Should I try a vegan diet?
According to a study by Oxford University, if we were all to switch to diets that rely less on meat and more on fruit and vegetables, greenhouse gases could be cut by two-thirds.
Thinking about having a go? Here’s what you need to know.
IS GOING VEGAN MORE EXPENSIVE?
It depends on what you eat. Some prepared meals might be slightly more expensive as they may contain more fresh ingredients, have a shorter shelf life and be less in demand. Good vegan food is all about vegetables and pulses: something as simple as a delicious lemon chickpea stew or a lovely dhal and rice. There’s no arguing about whether chickpeas or rice cost less than the same amount of beef or Cheddar – a vegan meal will invariably be the cheapest option for a scratch cook.
Unless you’re into bodybuilding, you can get that without animal-derived products.”
WHAT ABOUT PROTEIN – WILL I GET ENOUGH?
The recommended daily protein intake for adults is 56g for men and 45g for women, so unless you’re into bodybuilding, you can get that without animal-derived products. A serving of 50g porridge oats with 200ml soya milk contains 13g of protein, for instance, while half a can of baked beans with two slices of wholemeal bread contains 19g. However, Waitrose nutritionist Joanne Lunn warns that vegans do need to consider the quality of the protein they consume. “Proteins are made up of building blocks called amino acids. When plant products are the main source of protein, it’s important to eat a variety to make sure you are getting all the different essentials.
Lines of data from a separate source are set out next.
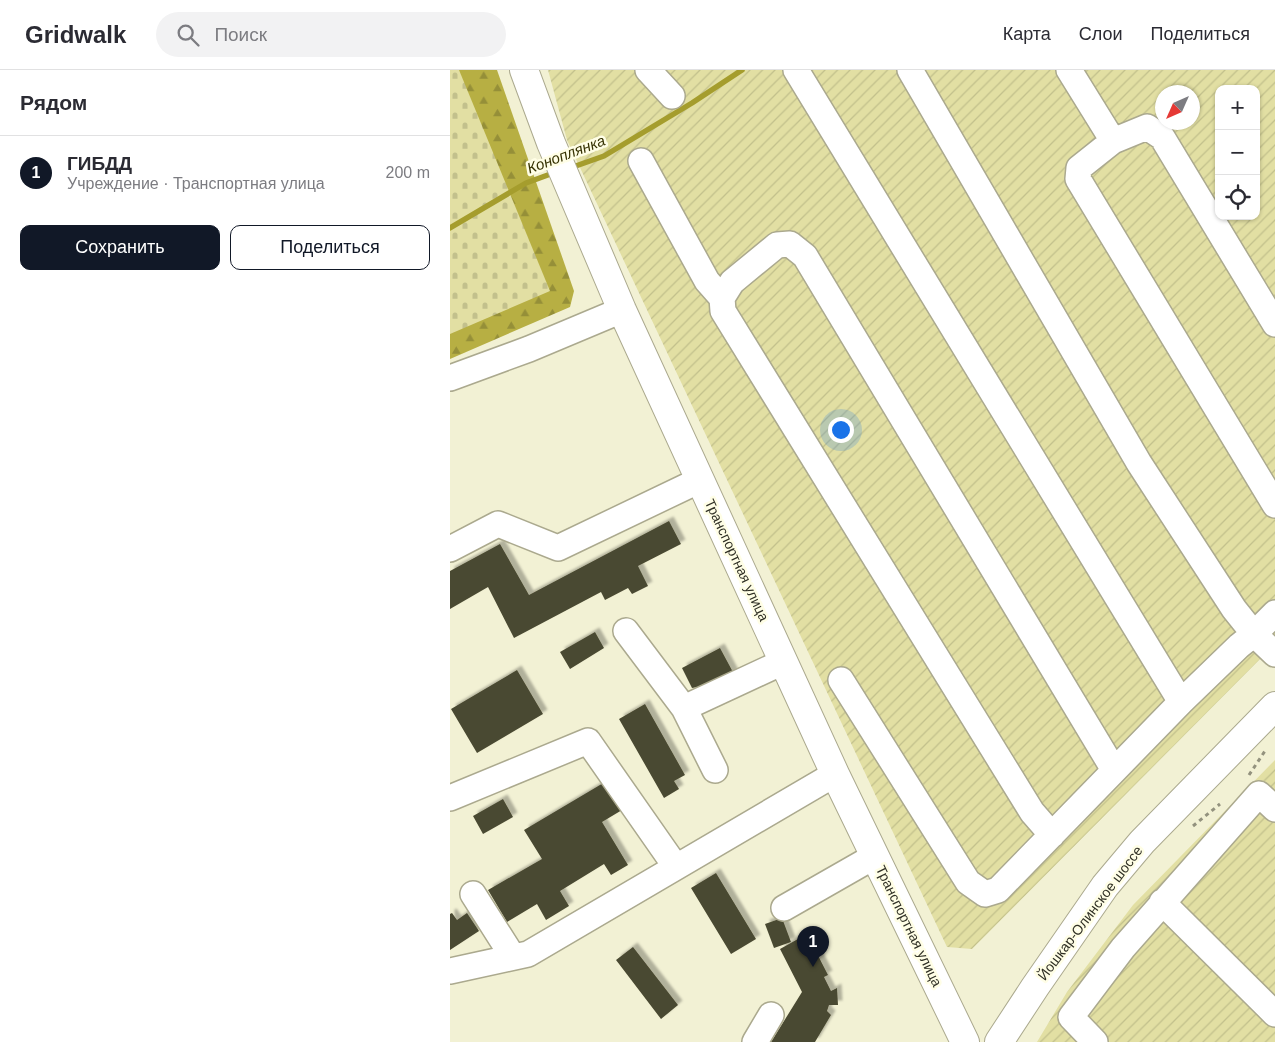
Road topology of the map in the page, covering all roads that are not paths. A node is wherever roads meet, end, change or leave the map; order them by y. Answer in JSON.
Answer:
{"nodes":[{"id":1,"x":524,"y":70,"type":"edge"},
{"id":2,"x":648,"y":70,"type":"edge"},
{"id":3,"x":796,"y":70,"type":"edge"},
{"id":4,"x":910,"y":70,"type":"edge"},
{"id":5,"x":1069,"y":70,"type":"edge"},
{"id":6,"x":672,"y":96,"type":"dead end"},
{"id":7,"x":1113,"y":141,"type":"junction"},
{"id":8,"x":641,"y":161,"type":"dead end"},
{"id":9,"x":722,"y":298,"type":"junction"},
{"id":10,"x":622,"y":310,"type":"junction"},
{"id":11,"x":1275,"y":324,"type":"edge"},
{"id":12,"x":450,"y":378,"type":"edge"},
{"id":13,"x":700,"y":480,"type":"junction"},
{"id":14,"x":1275,"y":505,"type":"edge"},
{"id":15,"x":450,"y":548,"type":"edge"},
{"id":16,"x":1275,"y":613,"type":"edge"},
{"id":17,"x":626,"y":631,"type":"dead end"},
{"id":18,"x":1254,"y":634,"type":"junction"},
{"id":19,"x":1275,"y":654,"type":"edge"},
{"id":20,"x":783,"y":662,"type":"junction"},
{"id":21,"x":841,"y":680,"type":"dead end"},
{"id":22,"x":1181,"y":702,"type":"junction"},
{"id":23,"x":1275,"y":706,"type":"edge"},
{"id":24,"x":684,"y":708,"type":"junction"},
{"id":25,"x":715,"y":770,"type":"dead end"},
{"id":26,"x":1114,"y":770,"type":"junction"},
{"id":27,"x":835,"y":774,"type":"junction"},
{"id":28,"x":450,"y":798,"type":"edge"},
{"id":29,"x":1275,"y":810,"type":"edge"},
{"id":30,"x":1052,"y":835,"type":"junction"},
{"id":31,"x":875,"y":856,"type":"junction"},
{"id":32,"x":676,"y":867,"type":"junction"},
{"id":33,"x":473,"y":894,"type":"dead end"},
{"id":34,"x":1162,"y":902,"type":"junction"},
{"id":35,"x":784,"y":908,"type":"dead end"},
{"id":36,"x":513,"y":957,"type":"junction"},
{"id":37,"x":450,"y":971,"type":"edge"},
{"id":38,"x":1275,"y":1014,"type":"edge"},
{"id":39,"x":771,"y":1015,"type":"dead end"},
{"id":40,"x":755,"y":1042,"type":"edge"},
{"id":41,"x":965,"y":1042,"type":"edge"},
{"id":42,"x":999,"y":1042,"type":"edge"},
{"id":43,"x":1095,"y":1042,"type":"edge"}],
"edges":[{"from":1,"to":10,"type":"main road","name":"Транспортная улица"},
{"from":2,"to":6,"type":"lane"},
{"from":3,"to":22,"type":"lane"},
{"from":4,"to":18,"type":"lane"},
{"from":5,"to":7,"type":"lane"},
{"from":7,"to":11,"type":"lane"},
{"from":7,"to":14,"type":"lane"},
{"from":8,"to":9,"type":"lane"},
{"from":9,"to":26,"type":"lane"},
{"from":9,"to":30,"type":"lane"},
{"from":10,"to":12,"type":"lane"},
{"from":10,"to":13,"type":"main road","name":"Транспортная улица"},
{"from":13,"to":15,"type":"lane"},
{"from":13,"to":20,"type":"main road","name":"Транспортная улица"},
{"from":16,"to":18,"type":"lane"},
{"from":17,"to":24,"type":"lane"},
{"from":18,"to":19,"type":"lane"},
{"from":18,"to":22,"type":"lane"},
{"from":20,"to":24,"type":"lane"},
{"from":20,"to":27,"type":"main road","name":"Транспортная улица"},
{"from":21,"to":30,"type":"lane"},
{"from":22,"to":26,"type":"lane"},
{"from":23,"to":42,"type":"main road","name":"Йошкар-Олинское шоссе"},
{"from":24,"to":25,"type":"lane"},
{"from":26,"to":30,"type":"lane"},
{"from":27,"to":31,"type":"main road","name":"Транспортная улица"},
{"from":27,"to":32,"type":"lane"},
{"from":28,"to":32,"type":"lane"},
{"from":29,"to":34,"type":"lane"},
{"from":31,"to":35,"type":"lane"},
{"from":31,"to":41,"type":"main road","name":"Транспортная улица"},
{"from":32,"to":36,"type":"lane"},
{"from":33,"to":36,"type":"lane"},
{"from":34,"to":38,"type":"lane"},
{"from":34,"to":43,"type":"lane"},
{"from":36,"to":37,"type":"lane"},
{"from":39,"to":40,"type":"lane"}]}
Try to include a source of protein with each meal, such as pulses, soya products, nuts, seeds, and grains. These foods go well with carbohydrates to make great-tasting plant-based meals, such as rice and dhal or beans on toast.”
WILL I NEED SUPPLEMENTS?
“It’s sensible to take a daily micronutrient supplement,” advises nutritionist Joanne Lunn. That’s because animal products contain more of certain vitamins and minerals than veg and pulses: iron in red meat, calcium in dairy, and vitamin D in eggs. You can get these micronutrients in a vegan diet – calcium from almonds and Brazil nuts, or iron in dried fruit and pumpkin seeds, for example – but check the daily requirement as in plant forms these nutrients are less readily absorbed. A 200ml glass of cow’s milk provides 270mg of calcium, for example, while 30g of almonds contains only 80mg.
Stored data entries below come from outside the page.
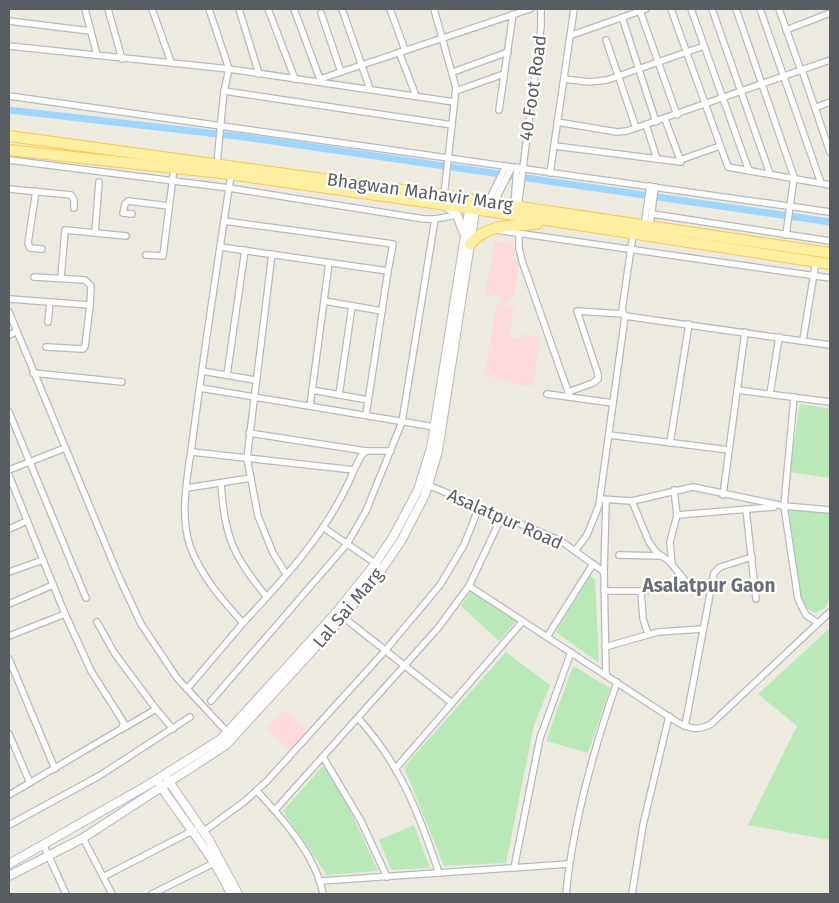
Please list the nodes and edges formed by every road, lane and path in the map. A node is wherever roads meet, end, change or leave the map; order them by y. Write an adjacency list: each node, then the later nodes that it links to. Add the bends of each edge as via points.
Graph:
1 (85, 9): 27 (street)
2 (108, 9): 37 (street)
3 (152, 9): 39 (street)
4 (209, 9): 42 (street)
5 (239, 9): 47 (street)
6 (268, 9): 51 (street)
7 (294, 9): 53 (street)
8 (342, 9): 41 (street)
9 (390, 9): 33 (street)
10 (434, 9): 29 (street)
11 (530, 9): 23 (street)
12 (541, 9): 88 (street, 40 Foot Road, via 541,27)
13 (574, 9): 28 (street)
14 (671, 9): 35 (street)
15 (691, 9): 32 (street)
16 (712, 9): 58 (street)
17 (736, 9): 54 (street)
18 (760, 9): 50 (street)
19 (779, 9): 26 (street)
20 (643, 10): 24 (street); 40 (street)
21 (321, 13): 45 (street)
22 (830, 13): 26 (street)
23 (513, 14): 29 (street); 34 (street)
24 (622, 18): 28 (street); 43 (street)
25 (9, 21): 27 (street)
26 (786, 30): 44 (street)
27 (90, 31): 36 (street)
28 (572, 35): 52 (street)
29 (443, 36): 33 (street); 46 (street)
30 (606, 40): 49 (street)
31 (9, 46): 36 (street)
32 (704, 46): 35 (street); 61 (street)
33 (402, 51): 41 (street); 60 (street)
34 (508, 52): 46 (street); 48 (street)
35 (686, 52): 40 (street); 64 (street)
36 (97, 56): 37 (street)
37 (122, 59): 39 (street)
38 (830, 60): 44 (street)
39 (170, 62): 42 (street)
40 (658, 62): 43 (street); 67 (street)
41 (362, 64): 45 (street); 55 (street)
42 (229, 69): 47 (street); 57 (street)
43 (638, 69): 49 (street); 70 (street)
44 (801, 70): 50 (street); 65 (street)
45 (341, 72): 53 (street)
46 (453, 72): 56 (street)
47 (259, 74): 51 (street)
48 (504, 74): 56 (street); 66 (street)
49 (619, 76): 52 (street, via 598,82); 74 (street)
50 (785, 76): 54 (street); 96 (street)
51 (295, 79): 53 (street)
52 (564, 79): 69 (street)
53 (320, 81): 55 (street)
54 (763, 84): 58 (street); 93 (street)
55 (370, 89): 60 (street)
56 (456, 91): 62 (street)
57 (224, 92): 71 (street); 73 (street)
58 (741, 92): 61 (street); 91 (street)
59 (9, 96): 73 (street)
60 (416, 96): 62 (street)
61 (723, 99): 64 (street); 89 (street)
62 (454, 102): 71 (street)
63 (830, 102): 65 (street)
64 (705, 105): 67 (street); 79 (street)
65 (815, 108): 76 (street)
66 (499, 110)
67 (677, 115): 68 (street)
68 (665, 119): 70 (street); 85 (street)
69 (558, 122): 74 (street, via 618,132); 78 (street)
70 (656, 122): 72 (street)
71 (452, 125): 84 (street)
72 (646, 125): 74 (street); 82 (street)
73 (220, 127): 84 (street); 86 (street)
74 (636, 128)
75 (830, 129): 76 (street)
76 (823, 131): 81 (street)
77 (9, 136): 86 (main road, Bhagwan Mahavir Marg)
78 (554, 146): 82 (street); 90 (street)
79 (720, 146): 85 (street); 89 (street, via 728,168)
80 (9, 150): 87 (main road, Bhagwan Mahavir Marg)
81 (830, 152)
82 (658, 159): 85 (street)
83 (9, 160): 95 (street)
84 (448, 160): 88 (street); 102 (street)
85 (680, 160)
86 (217, 163): 102 (main road, Bhagwan Mahavir Marg)
87 (174, 168): 92 (main road, Bhagwan Mahavir Marg); 95 (street)
88 (514, 169): 90 (street); 103 (street); 105 (street, 40 Foot Road)
89 (749, 171): 91 (street)
90 (550, 172): 100 (street)
91 (770, 174): 93 (street)
92 (231, 175): 98 (street); 102 (main road, Bhagwan Mahavir Marg)
93 (794, 177): 96 (street); 107 (street)
94 (99, 182): 118 (street)
95 (172, 182): 98 (street); 104 (street)
96 (821, 183): 97 (street)
97 (830, 185)
98 (229, 188): 112 (street); 113 (street)
99 (9, 189): 101 (street)
100 (652, 189): 107 (street); 108 (street)
101 (36, 191): 106 (street, via 71,195); 125 (street, via 28,243 30,248)
102 (444, 200): 103 (main road, Bhagwan Mahavir Marg); 111 (street)
103 (479, 204): 105 (main road, Bhagwan Mahavir Marg); 114 (main road, Bhagwan Mahavir Marg); 122 (street, Lal Sai Marg)
104 (169, 206): 110 (street, via 128,201 123,213); 130 (street, via 162,256)
105 (516, 207): 115 (main road, Bhagwan Mahavir Marg)
106 (74, 208)
107 (791, 208): 109 (street); 117 (street)
108 (650, 211): 115 (street); 117 (street)
109 (830, 212)
110 (132, 214)
111 (457, 215): 112 (street); 122 (street)
112 (435, 219): 176 (street)
113 (224, 221): 124 (street); 134 (street, via 393,244)
114 (558, 223): 116 (main road); 120 (main road, Bhagwan Mahavir Marg)
115 (647, 226): 128 (main road, Bhagwan Mahavir Marg)
116 (490, 228): 119 (street); 122 (main road)
117 (787, 232): 123 (street)
118 (95, 233): 121 (street); 137 (street, via 65,230)
119 (519, 234): 126 (street); 165 (street, via 522,261)
120 (633, 234): 126 (street); 131 (main road, Bhagwan Mahavir Marg)
121 (126, 236)
122 (467, 241): 177 (street, Lal Sai Marg); 193 (street, Lal Sai Marg, via 439,443)
123 (830, 241)
124 (220, 247): 127 (street); 156 (street)
125 (42, 249)
126 (631, 249): 136 (street); 146 (street)
127 (245, 250): 129 (street); 158 (street)
128 (830, 253)
129 (272, 254): 132 (street); 159 (street)
130 (146, 255)
131 (816, 261): 133 (main road, Bhagwan Mahavir Marg); 136 (street)
132 (329, 262): 134 (street); 140 (street)
133 (830, 264)
134 (388, 271): 144 (street)
135 (34, 276): 137 (street)
136 (814, 276): 138 (street); 153 (street)
137 (61, 278): 142 (street, via 89,282)
138 (830, 278)
139 (9, 299): 141 (street)
140 (324, 301): 143 (street); 162 (street)
141 (50, 302): 142 (street); 147 (street)
142 (90, 305): 155 (street, via 83,349)
143 (352, 306): 144 (street); 167 (street)
144 (382, 311): 170 (street)
145 (9, 312): 149 (street)
146 (624, 315): 148 (street); 165 (street, via 577,311 598,379); 172 (street)
147 (48, 322)
148 (689, 324): 150 (street); 180 (street)
149 (16, 332): 151 (street); 157 (street)
150 (745, 332): 152 (street); 163 (street)
151 (9, 335)
152 (779, 337): 153 (street); 166 (street)
153 (803, 340): 154 (street)
154 (830, 345)
155 (46, 347)
156 (202, 372): 158 (street); 161 (street)
157 (33, 373): 160 (street); 181 (street)
158 (227, 376): 159 (street)
159 (255, 380): 168 (street)
160 (122, 382)
161 (200, 388): 168 (street); 185 (street)
162 (312, 390): 167 (street); 173 (street)
163 (737, 390): 166 (street); 182 (street)
164 (547, 394): 165 (street)
165 (569, 394): 172 (street)
166 (770, 394): 169 (street)
167 (339, 395): 170 (street)
168 (253, 396): 173 (street); 178 (street)
169 (794, 398): 171 (street); 199 (street)
170 (368, 400): 175 (street)
171 (830, 402)
172 (613, 403): 179 (street)
173 (310, 406): 175 (street)
174 (9, 412): 187 (street)
175 (366, 415): 176 (street)
176 (402, 422): 177 (street); 184 (street)
177 (435, 427): 193 (street, Lal Sai Marg)
178 (249, 433): 183 (street); 186 (street)
179 (610, 435): 180 (street); 197 (street)
180 (670, 442): 182 (street)
181 (65, 448): 187 (street); 249 (street, via 141,624)
182 (729, 450): 196 (street)
183 (366, 451): 184 (street); 189 (street)
184 (391, 451): 208 (street, via 366,511)
185 (192, 452): 186 (street); 194 (street)
186 (247, 458): 189 (street); 191 (street)
187 (29, 462): 188 (street); 227 (street)
188 (9, 470)
189 (354, 470): 206 (street)
190 (9, 475): 205 (street)
191 (251, 478): 192 (street); 219 (street, via 264,533)
192 (221, 483): 194 (street); 226 (street, via 224,523 229,539 239,560)
193 (424, 484): 200 (street, Asalatpur Road); 216 (street, Lal Sai Marg)
194 (187, 488): 235 (street, via 186,518 190,545 208,580)
195 (674, 490): 196 (street, via 693,487); 198 (street); 203 (street)
196 (723, 495): 199 (street)
197 (603, 500): 198 (street); 209 (street); 218 (street)
198 (632, 501): 211 (street, via 649,542)
199 (784, 506): 201 (street); 202 (street); 236 (street, via 798,599 806,615)
200 (479, 507): 204 (street, Asalatpur Road); 242 (street, via 464,545 440,585)
201 (746, 509): 203 (street); 212 (street)
202 (830, 510)
203 (677, 514): 215 (street, via 670,542)
204 (502, 516): 209 (street, Asalatpur Road, via 539,530); 223 (street)
205 (27, 521): 207 (street); 213 (street)
206 (324, 528): 208 (street); 219 (street)
207 (9, 529)
208 (347, 544): 216 (street); 250 (street)
209 (575, 551): 214 (street, Asalatpur Road)
210 (619, 555): 211 (street)
211 (662, 556): 215 (street)
212 (752, 557): 220 (street, via 720,567 714,573); 228 (street)
213 (43, 560): 217 (street); 222 (street)
214 (593, 564): 218 (street, Asalatpur Road); 240 (street)
215 (673, 565): 221 (street)
216 (379, 566): 232 (street, Lal Sai Marg); 259 (street, Lal Sai Marg)
217 (9, 572)
218 (604, 572): 224 (street)
219 (286, 574): 226 (street)
220 (713, 582): 221 (street); 237 (street)
221 (687, 583): 225 (street)
222 (53, 585): 229 (street); 231 (street)
223 (469, 586): 233 (street); 245 (street)
224 (604, 591): 225 (street); 241 (street)
225 (641, 591): 238 (street, via 643,619)
226 (267, 597): 235 (street)
227 (86, 598)
228 (756, 599)
229 (9, 604)
230 (830, 612): 236 (street)
231 (65, 614): 239 (street); 257 (street, via 90,671 122,718)
232 (342, 617): 242 (street); 267 (street, Lal Sai Marg, via 226,745)
233 (523, 621): 240 (street); 251 (street)
234 (97, 622): 252 (street, via 115,654)
235 (243, 623): 249 (street)
236 (818, 623): 256 (street, via 711,724 703,729)
237 (702, 629): 238 (street); 256 (street)
238 (648, 634): 241 (street)
239 (9, 636)
240 (547, 637): 243 (street)
241 (605, 647): 247 (street)
242 (384, 652): 245 (street); 269 (street)
243 (571, 652): 247 (street); 281 (street, via 540,738)
244 (9, 659): 246 (street)
245 (404, 667): 251 (street); 255 (street)
246 (11, 672): 263 (street)
247 (606, 675): 248 (street)
248 (617, 682): 253 (street); 280 (street, via 589,775)
249 (187, 689): 259 (street)
250 (211, 700)
251 (452, 704): 262 (street)
252 (156, 709): 257 (street); 258 (street)
253 (669, 716): 256 (street); 294 (street, via 643,825)
254 (190, 718): 258 (street)
255 (358, 718): 261 (street); 262 (street, via 378,740)
256 (685, 726)
257 (121, 729): 263 (street)
258 (173, 729): 272 (street, via 99,776)
259 (227, 732): 264 (street, Lal Sai Marg)
260 (9, 734): 266 (street)
261 (323, 757): 271 (street); 285 (street, via 361,821)
262 (396, 768): 282 (street, via 420,818)
263 (55, 770): 266 (street)
264 (165, 774): 265 (street, Lal Sai Marg); 267 (street)
265 (157, 779): 268 (street); 276 (street, Lal Sai Marg)
266 (30, 783): 270 (street)
267 (170, 783): 268 (street, Lal Sai Marg); 274 (street)
268 (162, 788): 273 (street); 275 (street, Lal Sai Marg)
269 (257, 791): 271 (street); 274 (street)
270 (9, 795)
271 (275, 810): 286 (street)
272 (9, 825)
273 (194, 830): 278 (street); 284 (street)
274 (203, 832): 291 (street)
275 (83, 838): 277 (street, Lal Sai Marg); 284 (street)
276 (44, 846): 277 (street); 279 (street, Lal Sai Marg)
277 (48, 856): 283 (street, Lal Sai Marg); 287 (street)
278 (214, 863): 289 (street); 290 (street)
279 (9, 864)
280 (569, 864): 281 (street); 293 (street)
281 (514, 868): 282 (street)
282 (439, 873): 285 (street)
283 (9, 876)
284 (103, 877): 288 (street)
285 (387, 877): 286 (street)
286 (321, 881): 292 (street)
287 (66, 894)
288 (112, 894)
289 (153, 894)
290 (231, 894)
291 (238, 894)
292 (323, 894)
293 (566, 894)
294 (632, 894)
Plant-based iron is also harder to absorb (though if you eat foods rich in vitamin C at the same time, such as lemon juice or greens, you get more iron). An easy way to make sure you’re getting enough is via fortified cereals and plant milks. Fortified almond ‘milk’, for instance, has as much calcium as cow’s, as well as some of your B12 requirement, which cannot be found naturally in a plant-based diet.
IS EATING VEGAN BETTER FOR THE PLANET?
Overall, yes, but there are many complexities at play within a globalised, industrial food system. In simple terms, however, cows produce more carbon emissions than corn. On average, 33-99kg of carbon dioxide equivalent is generated per kg of beef, and 24kg per kg of cheese. Compare this to 1.6kg for wheat and 0.4kg for nuts.
There is also the issue of water usage. Nuts need vast quantities of water to grow: five litres for a single almond, the farming of which has put pressure on the honeybees used to pollinate the almond orchards of California, for example. Beef also carries a water footprint, however – about 50% higher than that of nuts, according to the World Economic Forum. By the same token, livestock farming is taking a serious toll on natural habitats, such as the millions of hectares of tropical forest in Latin America that have been lost to cattle ranching in the past 50 years.
Vegan or not, anything imported or intensively produced – be it an avocado or soya bean – will generally have a higher carbon footprint than local or seasonal equivalents, as will highly packaged products.
WHAT IF I’M NOT READY TO GO FULLY VEGAN FOR A MONTH?
Don’t beat yourself up. Start by taking baby steps; cutting out meat twice a week and gradually replacing it with more veg or pulses. You could also eat vegan a few days a week and vegetarian the rest of the week. After all, a conscious choice, not a competition – it’s all about the little things. You can reduce the environmental impact of your diet without going vegan; just cutting out red meat could cut your diet’s carbon footprint by about a third. Small changes can make a big difference.